Collected data
● ● ● ● ●
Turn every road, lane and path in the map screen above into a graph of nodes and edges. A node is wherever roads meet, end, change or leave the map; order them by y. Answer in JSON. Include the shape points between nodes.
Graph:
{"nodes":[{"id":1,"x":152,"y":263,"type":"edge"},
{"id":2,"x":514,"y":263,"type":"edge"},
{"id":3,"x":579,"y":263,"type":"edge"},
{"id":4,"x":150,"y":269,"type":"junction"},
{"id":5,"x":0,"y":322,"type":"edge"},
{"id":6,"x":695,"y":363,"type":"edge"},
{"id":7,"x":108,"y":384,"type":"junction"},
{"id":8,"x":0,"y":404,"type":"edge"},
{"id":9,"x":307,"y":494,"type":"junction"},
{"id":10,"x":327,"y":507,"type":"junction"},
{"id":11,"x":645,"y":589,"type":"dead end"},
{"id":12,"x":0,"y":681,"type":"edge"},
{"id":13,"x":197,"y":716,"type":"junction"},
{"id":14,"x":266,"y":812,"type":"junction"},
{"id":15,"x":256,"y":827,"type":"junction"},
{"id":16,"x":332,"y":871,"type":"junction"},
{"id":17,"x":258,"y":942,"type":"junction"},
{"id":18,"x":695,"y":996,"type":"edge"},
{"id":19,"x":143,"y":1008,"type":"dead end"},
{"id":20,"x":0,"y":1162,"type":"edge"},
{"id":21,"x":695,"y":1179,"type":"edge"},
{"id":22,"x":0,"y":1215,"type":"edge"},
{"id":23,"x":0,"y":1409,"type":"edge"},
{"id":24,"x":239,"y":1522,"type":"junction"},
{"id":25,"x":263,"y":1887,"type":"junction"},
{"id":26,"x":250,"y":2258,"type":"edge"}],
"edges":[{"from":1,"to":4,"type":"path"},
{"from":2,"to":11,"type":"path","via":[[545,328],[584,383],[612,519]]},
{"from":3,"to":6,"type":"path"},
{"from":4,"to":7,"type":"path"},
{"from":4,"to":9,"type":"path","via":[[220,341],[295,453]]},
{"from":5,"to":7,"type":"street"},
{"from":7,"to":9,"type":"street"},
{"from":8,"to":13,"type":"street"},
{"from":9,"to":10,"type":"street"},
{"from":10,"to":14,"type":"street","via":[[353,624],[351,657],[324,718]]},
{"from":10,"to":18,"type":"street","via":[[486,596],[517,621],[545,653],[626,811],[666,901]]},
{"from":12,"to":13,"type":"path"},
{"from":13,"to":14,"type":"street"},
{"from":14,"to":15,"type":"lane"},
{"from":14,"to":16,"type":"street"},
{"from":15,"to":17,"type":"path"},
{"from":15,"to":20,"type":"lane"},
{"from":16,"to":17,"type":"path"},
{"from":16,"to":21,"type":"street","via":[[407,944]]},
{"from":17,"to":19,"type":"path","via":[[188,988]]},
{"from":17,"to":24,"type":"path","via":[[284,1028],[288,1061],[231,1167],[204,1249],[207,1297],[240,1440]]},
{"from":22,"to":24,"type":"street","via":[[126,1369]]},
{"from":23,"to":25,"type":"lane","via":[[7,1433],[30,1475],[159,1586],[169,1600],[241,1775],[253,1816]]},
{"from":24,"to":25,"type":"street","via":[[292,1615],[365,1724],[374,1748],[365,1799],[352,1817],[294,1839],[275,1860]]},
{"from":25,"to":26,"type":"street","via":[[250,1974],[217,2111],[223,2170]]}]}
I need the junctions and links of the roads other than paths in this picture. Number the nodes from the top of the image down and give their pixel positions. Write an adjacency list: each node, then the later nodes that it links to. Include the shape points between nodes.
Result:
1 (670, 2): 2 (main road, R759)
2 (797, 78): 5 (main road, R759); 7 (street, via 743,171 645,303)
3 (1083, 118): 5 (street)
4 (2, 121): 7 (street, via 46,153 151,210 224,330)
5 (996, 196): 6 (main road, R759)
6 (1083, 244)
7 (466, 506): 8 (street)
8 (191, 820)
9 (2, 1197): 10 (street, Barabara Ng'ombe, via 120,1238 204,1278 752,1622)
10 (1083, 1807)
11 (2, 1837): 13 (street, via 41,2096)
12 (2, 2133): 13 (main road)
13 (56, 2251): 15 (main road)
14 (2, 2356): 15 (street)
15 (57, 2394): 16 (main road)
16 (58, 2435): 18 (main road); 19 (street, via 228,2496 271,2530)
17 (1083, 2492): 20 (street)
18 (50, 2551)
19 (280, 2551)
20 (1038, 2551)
● ● ● ● ●
Note each line of the entries that has "shape" in it, and copy those lines.

Turn every road, lane and path in the map screen above into a graph of nodes and edges. A node is wherever roads meet, end, change or leave the map; order them by y. Answer in JSON. Include the shape points between nodes.
I need the junctions and links of the roads other than paths in this picture. Number the nodes from the top of the image down and give their pixel positions. Write an adjacency list: each node, then the later nodes that it links to. Include the shape points between nodes.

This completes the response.